The first friend´s verdict: marvelously odd, and therefore good!

The second almost screamed at me: What are you trying to prove here? You are just being pushy and self-assertive. If I saw this photo in a gallery I would think “I never want to see anything more from this guy”.

Thought-engendering indeed.

From the second friend I gather these grains of wisdom: don´t try to be clever or try to force people to see more in a picture than there is. Don´t try, let! Invite people to / into the picture, but don´t force it down their throats. Let it have a life of its own, stand on its legs, without your ego intruding as some kind of party crasher.

Which reminds me of something I myself wrote as criticism against a writer who, as I then put it, subscribed to the sado-masochistic credo vis a vis the audience. Namely: You are an insensitive bunch, therefore I must be violent and scream at you, use obscene words, etc. Less will not wake you from your coma.

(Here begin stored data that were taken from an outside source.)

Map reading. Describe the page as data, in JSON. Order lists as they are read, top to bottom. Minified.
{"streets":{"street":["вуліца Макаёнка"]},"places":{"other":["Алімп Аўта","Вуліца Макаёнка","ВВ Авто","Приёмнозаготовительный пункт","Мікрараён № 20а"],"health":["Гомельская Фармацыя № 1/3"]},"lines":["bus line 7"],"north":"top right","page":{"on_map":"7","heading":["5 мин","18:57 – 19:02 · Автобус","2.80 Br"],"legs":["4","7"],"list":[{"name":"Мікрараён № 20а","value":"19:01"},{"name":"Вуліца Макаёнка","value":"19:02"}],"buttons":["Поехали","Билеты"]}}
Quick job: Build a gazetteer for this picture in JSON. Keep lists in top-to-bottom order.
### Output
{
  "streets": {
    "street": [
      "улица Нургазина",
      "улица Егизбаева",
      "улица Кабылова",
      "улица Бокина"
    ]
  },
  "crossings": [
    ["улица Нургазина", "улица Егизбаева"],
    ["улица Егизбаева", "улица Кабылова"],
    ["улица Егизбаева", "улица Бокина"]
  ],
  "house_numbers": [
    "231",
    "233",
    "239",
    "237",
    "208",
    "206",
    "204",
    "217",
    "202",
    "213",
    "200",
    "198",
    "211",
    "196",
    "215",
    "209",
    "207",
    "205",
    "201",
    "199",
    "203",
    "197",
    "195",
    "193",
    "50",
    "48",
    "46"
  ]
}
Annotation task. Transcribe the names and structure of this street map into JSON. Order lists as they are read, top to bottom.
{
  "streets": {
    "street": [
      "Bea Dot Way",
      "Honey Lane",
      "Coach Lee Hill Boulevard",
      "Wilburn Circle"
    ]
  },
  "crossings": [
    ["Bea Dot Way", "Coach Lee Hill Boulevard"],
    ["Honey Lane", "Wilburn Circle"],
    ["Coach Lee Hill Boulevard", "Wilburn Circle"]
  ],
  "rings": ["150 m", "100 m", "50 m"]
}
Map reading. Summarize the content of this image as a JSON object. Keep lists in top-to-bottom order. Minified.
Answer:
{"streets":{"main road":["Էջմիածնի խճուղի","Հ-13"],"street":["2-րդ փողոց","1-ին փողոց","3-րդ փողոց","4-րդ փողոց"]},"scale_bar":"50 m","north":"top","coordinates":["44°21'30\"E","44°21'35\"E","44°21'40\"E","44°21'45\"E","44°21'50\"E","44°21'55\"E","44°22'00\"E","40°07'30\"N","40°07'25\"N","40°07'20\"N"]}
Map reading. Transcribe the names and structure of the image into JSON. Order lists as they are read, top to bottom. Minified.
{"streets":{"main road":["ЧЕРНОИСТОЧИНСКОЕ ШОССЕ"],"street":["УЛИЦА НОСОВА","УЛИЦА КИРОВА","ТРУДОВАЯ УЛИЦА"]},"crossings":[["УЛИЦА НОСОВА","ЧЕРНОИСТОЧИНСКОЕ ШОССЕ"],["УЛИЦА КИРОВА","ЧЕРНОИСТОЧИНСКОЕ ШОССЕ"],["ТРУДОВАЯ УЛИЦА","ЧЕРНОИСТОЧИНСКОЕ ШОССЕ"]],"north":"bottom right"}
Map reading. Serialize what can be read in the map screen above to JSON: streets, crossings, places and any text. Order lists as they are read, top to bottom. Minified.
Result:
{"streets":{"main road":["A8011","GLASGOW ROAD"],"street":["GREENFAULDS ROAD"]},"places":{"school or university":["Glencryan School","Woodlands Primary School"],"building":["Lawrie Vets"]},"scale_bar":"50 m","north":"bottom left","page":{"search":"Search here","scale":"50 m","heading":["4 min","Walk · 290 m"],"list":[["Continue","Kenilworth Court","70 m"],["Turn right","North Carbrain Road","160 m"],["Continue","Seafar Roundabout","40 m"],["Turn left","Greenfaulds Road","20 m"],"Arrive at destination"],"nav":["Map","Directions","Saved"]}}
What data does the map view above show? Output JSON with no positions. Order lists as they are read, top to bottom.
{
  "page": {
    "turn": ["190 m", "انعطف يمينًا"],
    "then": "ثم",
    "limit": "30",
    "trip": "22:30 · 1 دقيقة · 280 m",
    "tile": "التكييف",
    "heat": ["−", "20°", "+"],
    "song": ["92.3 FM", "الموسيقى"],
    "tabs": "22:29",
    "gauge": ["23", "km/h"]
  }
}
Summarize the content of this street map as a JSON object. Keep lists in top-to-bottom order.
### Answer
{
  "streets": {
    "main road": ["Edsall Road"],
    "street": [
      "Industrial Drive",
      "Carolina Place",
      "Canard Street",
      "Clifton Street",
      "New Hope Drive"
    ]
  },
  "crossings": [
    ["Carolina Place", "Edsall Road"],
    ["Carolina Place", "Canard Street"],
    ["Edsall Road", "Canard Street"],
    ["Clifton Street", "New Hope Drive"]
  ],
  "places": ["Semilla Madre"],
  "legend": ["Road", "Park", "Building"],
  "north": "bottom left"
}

Now I find a similar critique directed at me. I would rewrite it a bit, though. It´s not so much a question of being violent but, possibly, too “smart”. Too brainy and calculating. Then again, being brainy and calculating possibly IS a form of violence (intellectual violence).

I am not the only artist that succumbs to calculation, but that is of course no excuse for doing it.

“Smart” photographs, trying to make the viewer think and figure out things, I don´t really know what I think of them. But I DO know that I don´t like the kind of art that is a bit like an invitation to a MENSA club: “If you figure this one out you are very clever and can pat yourself on the back.”

Maybe mescaline is the answer. I am reminded of the reactions to different paintings and musical pieces that Aldous Huxley gave under the influence of mescaline (in “The Doors of perception”).

I am now talking of different ears, not eyes. This is what Huxley said about Alban Bergs Lyric Suite: “Learned Katzenmusik. Who cares what his feelings are? Why can’t he pay attention to something else?”

I suppose there are Katzenphotos as well.